Unlike existing non-volatile memory technologies such as Flash memory, the performance of this new memory improves in virtually every respect the smaller you make it.
Phase-change materials, which change their physical properties depending on whether they are in their amorphous or crystalline phase, are widely used in optical storage media such as DVD Recordable and Rewritable discs. In these discs, it is the reflectivity of the material that changes, with a laser being used both to heat the material to the required temperature in order to switch it between its amorphous and crystalline phases and to detect the resultant change in its reflectivity.
Philips’ new solid-state memory cell employs similar phase-change materials deposited as an ultra-thin film on the surface of a silicon chip, and uses an electric current to switch it between phases and to detect the resultant change in its electrical resistance. Although similar memory devices have been investigated before, Philips’ says that its new ‘line-cell’ phase-change memory has the potential to meet both the performance and scaling requirements of future nano-electronic silicon chips.
The secret of Philips’ memory cell lies in the structure and materials used. Previous memory cells based on phase-change materials have suffered from the fact that a relatively high voltage must be applied to the phase-change material in its high-resistance amorphous state in order to drive enough current through it to heat it.
For silicon chips produced in advanced CMOS process technologies these voltages are not practical. To overcome this problem, Philips developed a doped Antimony/Tellurium phase-change material in which threshold switching between the amorphous and crystalline phases occurs at a low electric field strength of around 14V/µm.
As silicon chips move to smaller feature sizes, a corresponding reduction in the length of the material will reduce the voltage needed for threshold switching, keeping it within the lower voltage ratings of these next-generation chips. For a 50-nm long strip of the material the required voltage is a mere 0.7V, which is well within the voltage that future silicon chips will be able to provide.

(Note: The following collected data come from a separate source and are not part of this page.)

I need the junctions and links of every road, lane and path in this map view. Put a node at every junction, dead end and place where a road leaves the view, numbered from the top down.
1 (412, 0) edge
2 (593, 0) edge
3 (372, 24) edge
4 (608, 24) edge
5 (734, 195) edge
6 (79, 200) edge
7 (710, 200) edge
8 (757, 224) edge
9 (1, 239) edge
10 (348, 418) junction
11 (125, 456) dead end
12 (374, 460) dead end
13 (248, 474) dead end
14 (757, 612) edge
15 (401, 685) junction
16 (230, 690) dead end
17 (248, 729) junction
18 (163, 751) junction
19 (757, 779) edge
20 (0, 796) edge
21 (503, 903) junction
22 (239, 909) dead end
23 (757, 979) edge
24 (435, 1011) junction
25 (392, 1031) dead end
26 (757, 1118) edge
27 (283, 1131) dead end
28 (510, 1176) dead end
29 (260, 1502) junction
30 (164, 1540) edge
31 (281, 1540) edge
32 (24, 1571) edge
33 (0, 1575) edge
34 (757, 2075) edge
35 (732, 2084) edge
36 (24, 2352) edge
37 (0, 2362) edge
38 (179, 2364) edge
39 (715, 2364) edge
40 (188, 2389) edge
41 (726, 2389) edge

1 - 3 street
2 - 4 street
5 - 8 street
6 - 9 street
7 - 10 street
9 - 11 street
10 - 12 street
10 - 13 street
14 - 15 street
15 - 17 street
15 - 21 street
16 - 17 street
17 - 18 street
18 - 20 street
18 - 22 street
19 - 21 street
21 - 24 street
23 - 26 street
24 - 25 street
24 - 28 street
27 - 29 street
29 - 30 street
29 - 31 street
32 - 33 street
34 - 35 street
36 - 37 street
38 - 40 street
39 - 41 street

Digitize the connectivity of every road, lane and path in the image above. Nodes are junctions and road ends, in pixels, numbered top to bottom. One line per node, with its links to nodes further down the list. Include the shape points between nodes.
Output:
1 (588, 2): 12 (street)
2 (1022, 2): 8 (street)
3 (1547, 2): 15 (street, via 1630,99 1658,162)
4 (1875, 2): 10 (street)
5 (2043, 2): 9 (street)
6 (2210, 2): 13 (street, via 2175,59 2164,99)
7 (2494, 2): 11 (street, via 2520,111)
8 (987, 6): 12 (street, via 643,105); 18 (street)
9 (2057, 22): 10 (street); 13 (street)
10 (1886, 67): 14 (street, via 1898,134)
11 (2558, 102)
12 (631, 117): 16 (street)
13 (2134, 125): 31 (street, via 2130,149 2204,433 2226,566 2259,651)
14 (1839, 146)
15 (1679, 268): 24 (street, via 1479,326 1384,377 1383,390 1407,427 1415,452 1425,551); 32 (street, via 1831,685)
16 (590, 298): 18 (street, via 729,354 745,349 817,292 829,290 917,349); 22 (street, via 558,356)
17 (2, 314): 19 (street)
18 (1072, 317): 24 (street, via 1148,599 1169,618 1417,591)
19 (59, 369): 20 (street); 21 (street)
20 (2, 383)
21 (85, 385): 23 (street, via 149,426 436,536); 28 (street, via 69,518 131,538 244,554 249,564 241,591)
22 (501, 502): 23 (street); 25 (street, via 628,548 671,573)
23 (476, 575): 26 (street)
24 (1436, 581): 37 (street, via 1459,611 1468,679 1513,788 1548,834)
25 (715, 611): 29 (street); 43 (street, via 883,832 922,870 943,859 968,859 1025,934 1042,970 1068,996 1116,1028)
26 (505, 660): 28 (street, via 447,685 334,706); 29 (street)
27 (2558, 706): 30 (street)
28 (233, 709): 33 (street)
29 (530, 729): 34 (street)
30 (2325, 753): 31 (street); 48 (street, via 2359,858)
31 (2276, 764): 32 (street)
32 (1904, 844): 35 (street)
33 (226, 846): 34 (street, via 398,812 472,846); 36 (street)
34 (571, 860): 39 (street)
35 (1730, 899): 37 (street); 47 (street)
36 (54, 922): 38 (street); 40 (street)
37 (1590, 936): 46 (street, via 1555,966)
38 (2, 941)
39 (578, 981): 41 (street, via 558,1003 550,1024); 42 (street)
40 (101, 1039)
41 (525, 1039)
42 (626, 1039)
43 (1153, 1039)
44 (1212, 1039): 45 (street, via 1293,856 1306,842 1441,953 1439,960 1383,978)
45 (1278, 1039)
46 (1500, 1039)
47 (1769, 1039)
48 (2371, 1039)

The phase-change element in Philips’ line-cell is surrounded by relatively low thermal conductivity silicon dioxide, avoiding interface reactions and providing an extra degree of freedom in the choice of electrode material. Phase changes occur extremely quickly, typically within 30nsec in Philips’ prototype devices, with the added advantage that symmetrical programming pulses can be used.
This is 100 to 200 times faster than the time required to program a Flash memory cell, making Philips’ line-cell phase-change memory attractive as a DRAM replacement for certain applications. In addition, constructing the line-cell only requires one or two additional lithography steps, which suits it to low-cost chip production.
“The holy grail of the embedded memory industry is a so-called unified memory that replaces all other types, which combines the speed of SRAM with the memory density of DRAM and the non-volatility of Flash. Philips’ new phase-change line-cell technology is a significant step towards this goal,” said Dr. Karen Attenborough, project leader of the Scalable Unified Memory project at Philips Research.